The Attempt at a Solution

Obviously by putting this in a calculator, you get an error so the root has to be complex

I used the identity (e^iθ+e^-iθ)/2 = cosθ

through a bit of manipulation, I came to e^iθ = 2±√3

with the solutions being x = ln(2±√3) / i

is this correct?

thanks

 

[Electric Red]

Watch out with your calculations, to keep them clear for yourself and others.
But, your values for x are indeed correct.

 

[HallsofIvy]

Homework Statement

Generally the inverse cosine of any number > 1

Homework Equations

cos x = 2

The Attempt at a Solution

Obviously by putting this in a calculator, you get an error so the root has to be complex

I used the identity (e^iθ+e^-iθ)/2 = cosθ

through a bit of manipulation, I came to e^iθ = 2±√3

with the solutions being x = ln(2±√3) / i

is this correct?

thanks

Correct so far but you have not finished.

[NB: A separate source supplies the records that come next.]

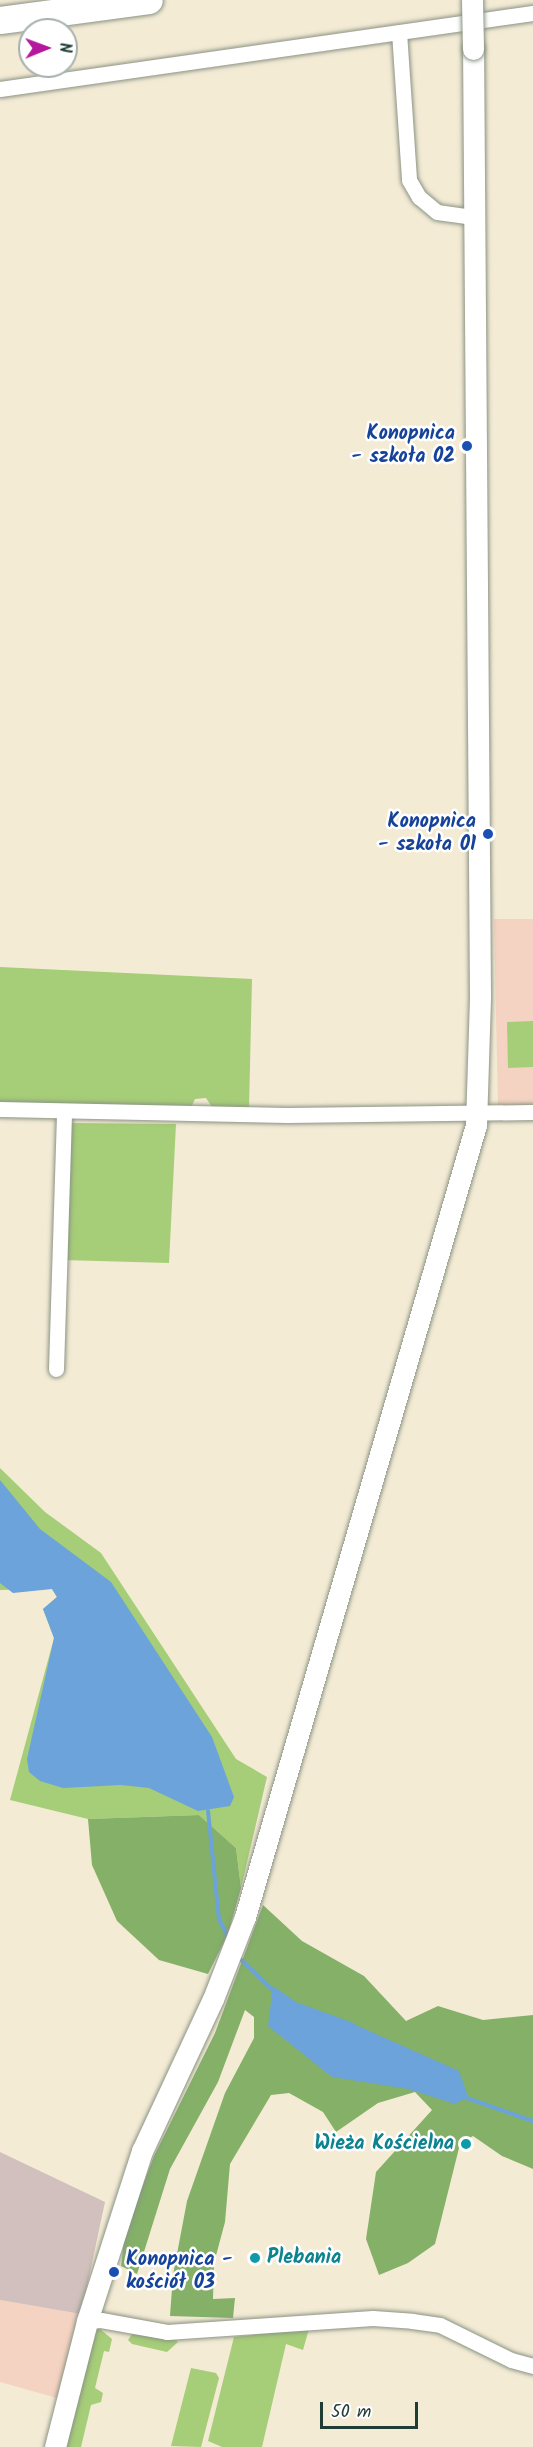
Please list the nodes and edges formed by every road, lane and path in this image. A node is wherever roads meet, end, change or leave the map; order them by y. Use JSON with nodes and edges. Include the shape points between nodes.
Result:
{"nodes":[{"id":1,"x":149,"y":0,"type":"edge"},
{"id":2,"x":472,"y":0,"type":"edge"},
{"id":3,"x":533,"y":13,"type":"edge"},
{"id":4,"x":0,"y":20,"type":"edge"},
{"id":5,"x":399,"y":32,"type":"junction"},
{"id":6,"x":0,"y":89,"type":"edge"},
{"id":7,"x":474,"y":217,"type":"junction"},
{"id":8,"x":0,"y":1109,"type":"edge"},
{"id":9,"x":64,"y":1112,"type":"junction"},
{"id":10,"x":533,"y":1112,"type":"edge"},
{"id":11,"x":478,"y":1114,"type":"junction"},
{"id":12,"x":56,"y":1369,"type":"dead end"},
{"id":13,"x":87,"y":2321,"type":"junction"},
{"id":14,"x":533,"y":2366,"type":"edge"},
{"id":15,"x":55,"y":2447,"type":"edge"}],
"edges":[{"from":1,"to":4,"type":"highway"},
{"from":2,"to":7,"type":"street","bridge":true},
{"from":3,"to":5,"type":"street"},
{"from":5,"to":6,"type":"street"},
{"from":5,"to":7,"type":"street","via":[[409,180],[419,197],[437,212]]},
{"from":7,"to":11,"type":"street"},
{"from":8,"to":9,"type":"street"},
{"from":9,"to":11,"type":"street"},
{"from":9,"to":12,"type":"street"},
{"from":10,"to":11,"type":"street"},
{"from":11,"to":13,"type":"street","via":[[460,1188],[245,1917],[224,1974],[142,2151]]},
{"from":13,"to":14,"type":"street","via":[[175,2332],[373,2318],[412,2321],[440,2325],[511,2360]]},
{"from":13,"to":15,"type":"street"}]}
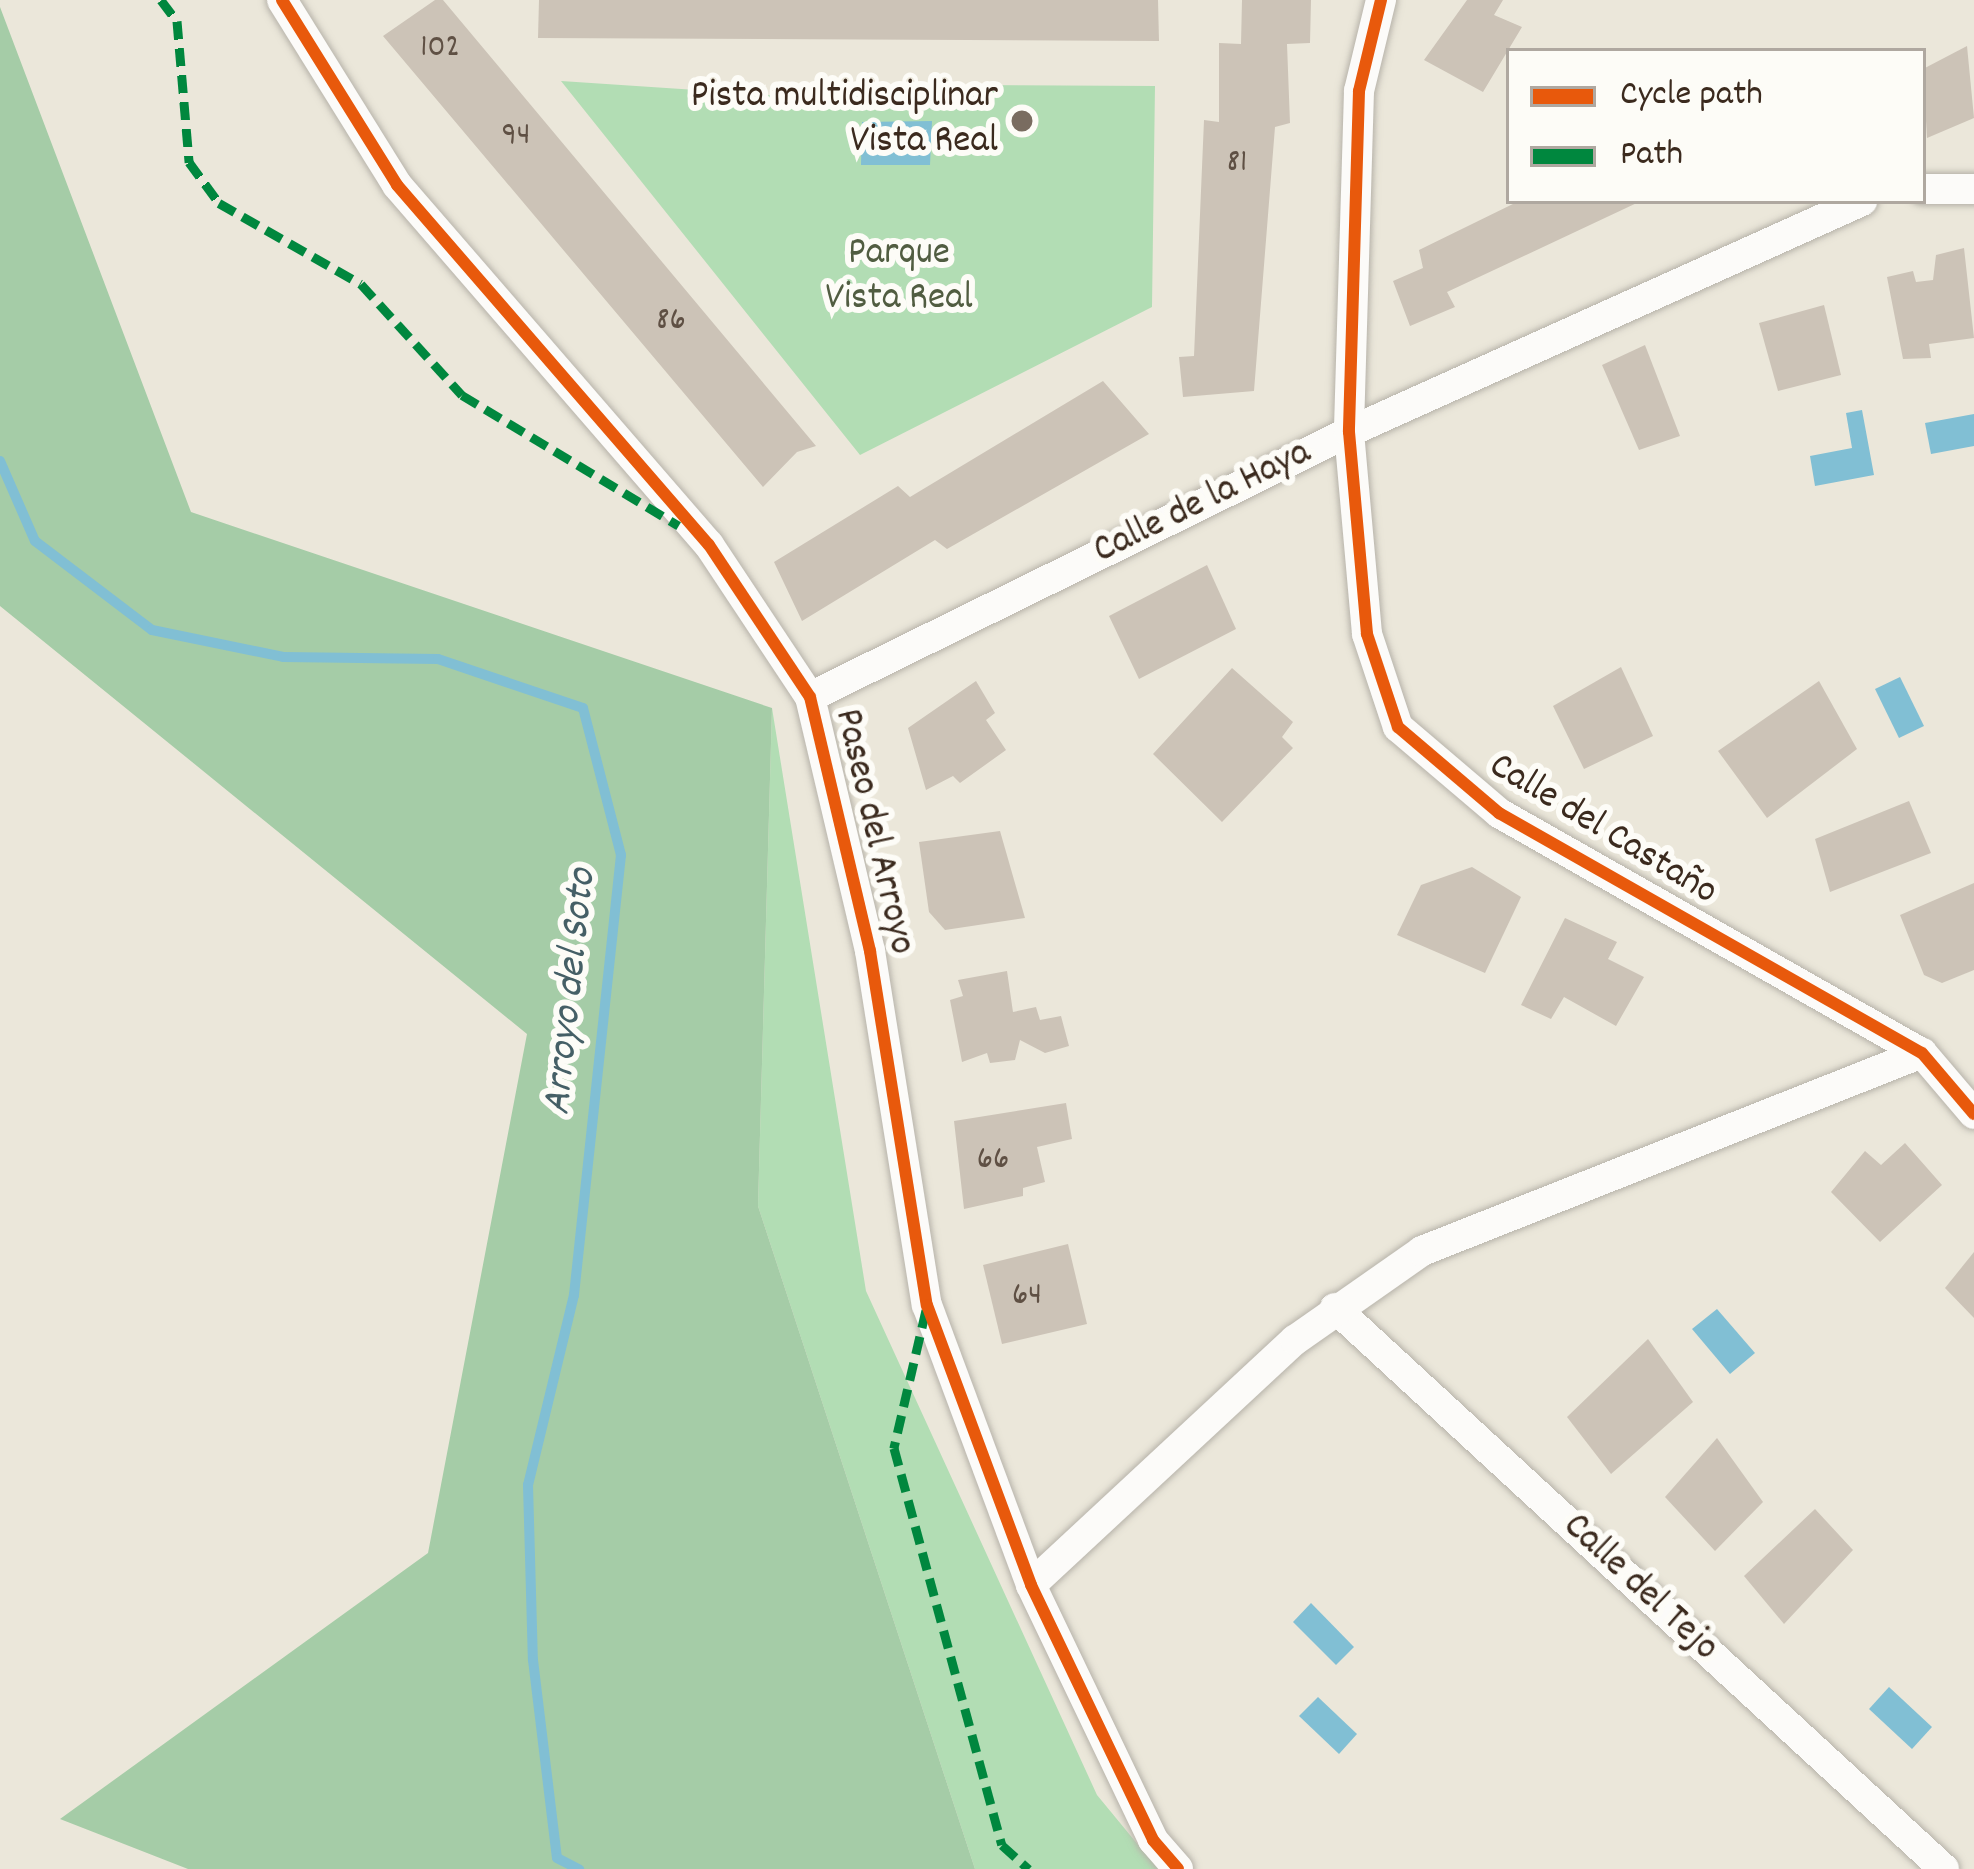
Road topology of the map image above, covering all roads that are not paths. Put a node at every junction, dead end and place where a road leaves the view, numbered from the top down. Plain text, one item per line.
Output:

You should be able to get the answer in eityer of the
"standard forms" a+ bi or re^{i\theta}. First, dividing by i is the same as multiplying by -i so this is x= -ln(2\pm \sqrt{3})i. Next, ln(x) where x is a NEGATIVE real number is itself complex.

 

[haruspex]

ln(x) where x is a NEGATIVE real number is itself complex.

True, but 2 - √3 > 0.